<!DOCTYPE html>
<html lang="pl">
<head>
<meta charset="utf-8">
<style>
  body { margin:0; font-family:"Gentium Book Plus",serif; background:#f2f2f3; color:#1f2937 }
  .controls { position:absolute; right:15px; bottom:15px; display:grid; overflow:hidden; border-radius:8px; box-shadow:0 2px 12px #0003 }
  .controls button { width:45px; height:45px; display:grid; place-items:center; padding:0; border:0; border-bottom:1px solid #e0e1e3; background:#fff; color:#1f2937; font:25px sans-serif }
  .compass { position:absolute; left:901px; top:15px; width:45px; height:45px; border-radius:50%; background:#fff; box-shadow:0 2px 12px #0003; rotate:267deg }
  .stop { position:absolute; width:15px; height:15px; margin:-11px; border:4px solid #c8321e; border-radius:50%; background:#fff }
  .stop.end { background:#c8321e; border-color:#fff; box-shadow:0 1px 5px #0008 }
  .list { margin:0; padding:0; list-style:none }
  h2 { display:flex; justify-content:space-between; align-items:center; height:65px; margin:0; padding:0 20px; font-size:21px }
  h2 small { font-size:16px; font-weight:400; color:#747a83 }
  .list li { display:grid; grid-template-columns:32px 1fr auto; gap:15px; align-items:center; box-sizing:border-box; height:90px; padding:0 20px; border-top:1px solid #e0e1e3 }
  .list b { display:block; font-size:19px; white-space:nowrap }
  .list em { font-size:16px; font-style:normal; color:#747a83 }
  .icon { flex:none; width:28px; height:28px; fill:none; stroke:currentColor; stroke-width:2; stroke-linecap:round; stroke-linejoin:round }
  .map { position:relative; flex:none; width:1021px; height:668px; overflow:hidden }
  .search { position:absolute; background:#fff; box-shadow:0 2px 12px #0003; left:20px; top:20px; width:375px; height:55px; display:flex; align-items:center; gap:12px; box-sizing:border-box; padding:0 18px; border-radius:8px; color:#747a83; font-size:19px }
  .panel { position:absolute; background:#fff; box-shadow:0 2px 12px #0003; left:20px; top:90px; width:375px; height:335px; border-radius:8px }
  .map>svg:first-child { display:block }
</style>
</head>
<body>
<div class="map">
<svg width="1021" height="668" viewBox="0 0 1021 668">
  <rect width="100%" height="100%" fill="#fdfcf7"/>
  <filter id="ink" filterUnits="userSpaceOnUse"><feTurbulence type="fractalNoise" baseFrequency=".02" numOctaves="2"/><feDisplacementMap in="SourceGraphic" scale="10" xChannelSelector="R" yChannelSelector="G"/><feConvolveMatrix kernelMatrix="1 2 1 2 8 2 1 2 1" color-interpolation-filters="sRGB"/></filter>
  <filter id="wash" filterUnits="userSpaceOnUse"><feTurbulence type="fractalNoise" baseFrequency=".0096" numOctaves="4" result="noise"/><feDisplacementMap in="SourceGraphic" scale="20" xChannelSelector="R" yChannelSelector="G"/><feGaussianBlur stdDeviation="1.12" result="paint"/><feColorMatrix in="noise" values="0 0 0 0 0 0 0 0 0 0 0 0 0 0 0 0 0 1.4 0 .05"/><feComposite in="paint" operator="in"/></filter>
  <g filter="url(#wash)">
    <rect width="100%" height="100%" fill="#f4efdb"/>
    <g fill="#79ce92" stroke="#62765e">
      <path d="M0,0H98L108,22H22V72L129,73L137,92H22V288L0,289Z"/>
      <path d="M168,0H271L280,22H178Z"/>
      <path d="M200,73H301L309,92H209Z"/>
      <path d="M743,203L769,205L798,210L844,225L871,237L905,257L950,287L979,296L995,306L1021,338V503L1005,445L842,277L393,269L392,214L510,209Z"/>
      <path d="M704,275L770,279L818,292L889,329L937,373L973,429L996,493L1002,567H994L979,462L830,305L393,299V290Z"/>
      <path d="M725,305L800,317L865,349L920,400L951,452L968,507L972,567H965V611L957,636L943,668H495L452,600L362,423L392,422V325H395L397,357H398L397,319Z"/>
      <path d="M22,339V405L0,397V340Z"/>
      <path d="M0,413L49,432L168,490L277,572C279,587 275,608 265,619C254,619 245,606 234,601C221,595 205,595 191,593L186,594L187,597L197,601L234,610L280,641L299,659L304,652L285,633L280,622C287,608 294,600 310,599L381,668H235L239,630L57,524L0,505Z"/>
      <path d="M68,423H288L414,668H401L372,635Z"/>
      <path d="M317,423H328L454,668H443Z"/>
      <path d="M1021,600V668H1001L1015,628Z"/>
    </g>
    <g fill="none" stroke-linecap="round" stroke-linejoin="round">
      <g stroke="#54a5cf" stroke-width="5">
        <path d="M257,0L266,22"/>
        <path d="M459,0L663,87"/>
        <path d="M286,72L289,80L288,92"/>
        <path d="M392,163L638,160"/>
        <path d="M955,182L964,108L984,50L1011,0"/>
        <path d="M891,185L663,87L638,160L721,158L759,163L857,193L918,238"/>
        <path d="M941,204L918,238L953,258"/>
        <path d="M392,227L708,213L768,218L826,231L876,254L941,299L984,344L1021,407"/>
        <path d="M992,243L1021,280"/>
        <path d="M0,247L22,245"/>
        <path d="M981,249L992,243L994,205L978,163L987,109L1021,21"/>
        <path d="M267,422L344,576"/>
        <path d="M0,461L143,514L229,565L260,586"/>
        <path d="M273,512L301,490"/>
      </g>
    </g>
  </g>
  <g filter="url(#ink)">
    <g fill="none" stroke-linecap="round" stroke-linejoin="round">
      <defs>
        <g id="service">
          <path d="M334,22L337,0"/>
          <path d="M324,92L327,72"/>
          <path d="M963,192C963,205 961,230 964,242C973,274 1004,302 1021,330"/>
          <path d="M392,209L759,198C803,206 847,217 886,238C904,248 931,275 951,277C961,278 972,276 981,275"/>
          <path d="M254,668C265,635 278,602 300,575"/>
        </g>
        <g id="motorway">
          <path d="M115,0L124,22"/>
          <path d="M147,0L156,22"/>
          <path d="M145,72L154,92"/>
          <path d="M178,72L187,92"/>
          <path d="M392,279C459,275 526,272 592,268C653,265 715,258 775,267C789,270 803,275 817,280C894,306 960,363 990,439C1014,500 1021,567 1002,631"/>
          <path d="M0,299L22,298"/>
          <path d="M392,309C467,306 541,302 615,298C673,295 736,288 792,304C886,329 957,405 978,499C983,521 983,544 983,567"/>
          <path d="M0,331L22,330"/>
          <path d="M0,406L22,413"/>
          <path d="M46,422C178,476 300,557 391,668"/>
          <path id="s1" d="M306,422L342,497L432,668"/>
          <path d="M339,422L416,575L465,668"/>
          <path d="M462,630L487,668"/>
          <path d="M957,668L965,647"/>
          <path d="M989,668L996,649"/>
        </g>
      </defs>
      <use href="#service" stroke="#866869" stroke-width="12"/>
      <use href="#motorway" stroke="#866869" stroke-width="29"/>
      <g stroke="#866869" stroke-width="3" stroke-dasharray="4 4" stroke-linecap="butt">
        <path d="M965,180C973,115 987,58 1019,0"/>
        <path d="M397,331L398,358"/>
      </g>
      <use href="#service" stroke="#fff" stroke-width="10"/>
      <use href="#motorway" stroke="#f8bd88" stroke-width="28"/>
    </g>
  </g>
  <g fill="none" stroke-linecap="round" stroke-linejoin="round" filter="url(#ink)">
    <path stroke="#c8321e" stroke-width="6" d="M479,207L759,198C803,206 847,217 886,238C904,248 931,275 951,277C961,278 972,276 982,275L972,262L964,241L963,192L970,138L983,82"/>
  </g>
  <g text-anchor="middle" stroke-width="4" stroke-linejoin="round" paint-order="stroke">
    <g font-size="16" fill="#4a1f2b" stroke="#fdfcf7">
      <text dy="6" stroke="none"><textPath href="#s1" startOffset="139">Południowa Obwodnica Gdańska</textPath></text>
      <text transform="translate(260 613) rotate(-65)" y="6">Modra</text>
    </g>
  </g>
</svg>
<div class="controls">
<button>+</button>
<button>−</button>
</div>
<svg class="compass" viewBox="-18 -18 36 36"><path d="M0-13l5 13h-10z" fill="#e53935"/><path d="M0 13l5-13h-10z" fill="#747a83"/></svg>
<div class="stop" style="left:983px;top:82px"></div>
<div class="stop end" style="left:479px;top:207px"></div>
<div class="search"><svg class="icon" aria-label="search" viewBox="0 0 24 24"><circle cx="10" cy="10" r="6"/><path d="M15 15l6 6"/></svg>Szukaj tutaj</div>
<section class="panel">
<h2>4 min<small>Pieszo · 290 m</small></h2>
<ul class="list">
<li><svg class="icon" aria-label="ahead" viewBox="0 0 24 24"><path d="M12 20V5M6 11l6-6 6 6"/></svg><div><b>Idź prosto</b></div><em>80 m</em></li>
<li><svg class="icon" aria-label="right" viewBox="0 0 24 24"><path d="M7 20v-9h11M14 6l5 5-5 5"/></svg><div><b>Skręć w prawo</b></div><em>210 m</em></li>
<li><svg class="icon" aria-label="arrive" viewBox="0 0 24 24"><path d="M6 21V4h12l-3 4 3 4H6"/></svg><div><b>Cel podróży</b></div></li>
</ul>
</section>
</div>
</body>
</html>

■ **What you will do**
Every line from the one containing "<h2>4 min<small>Pieszo · 290 m</small></h2>" through the last line of the entries should be output exactly; nothing else belongs in the reply.

■ **Task solution**
<h2>4 min<small>Pieszo · 290 m</small></h2>
<ul class="list">
<li><svg class="icon" aria-label="ahead" viewBox="0 0 24 24"><path d="M12 20V5M6 11l6-6 6 6"/></svg><div><b>Idź prosto</b></div><em>80 m</em></li>
<li><svg class="icon" aria-label="right" viewBox="0 0 24 24"><path d="M7 20v-9h11M14 6l5 5-5 5"/></svg><div><b>Skręć w prawo</b></div><em>210 m</em></li>
<li><svg class="icon" aria-label="arrive" viewBox="0 0 24 24"><path d="M6 21V4h12l-3 4 3 4H6"/></svg><div><b>Cel podróży</b></div></li>
</ul>
</section>
</div>
</body>
</html>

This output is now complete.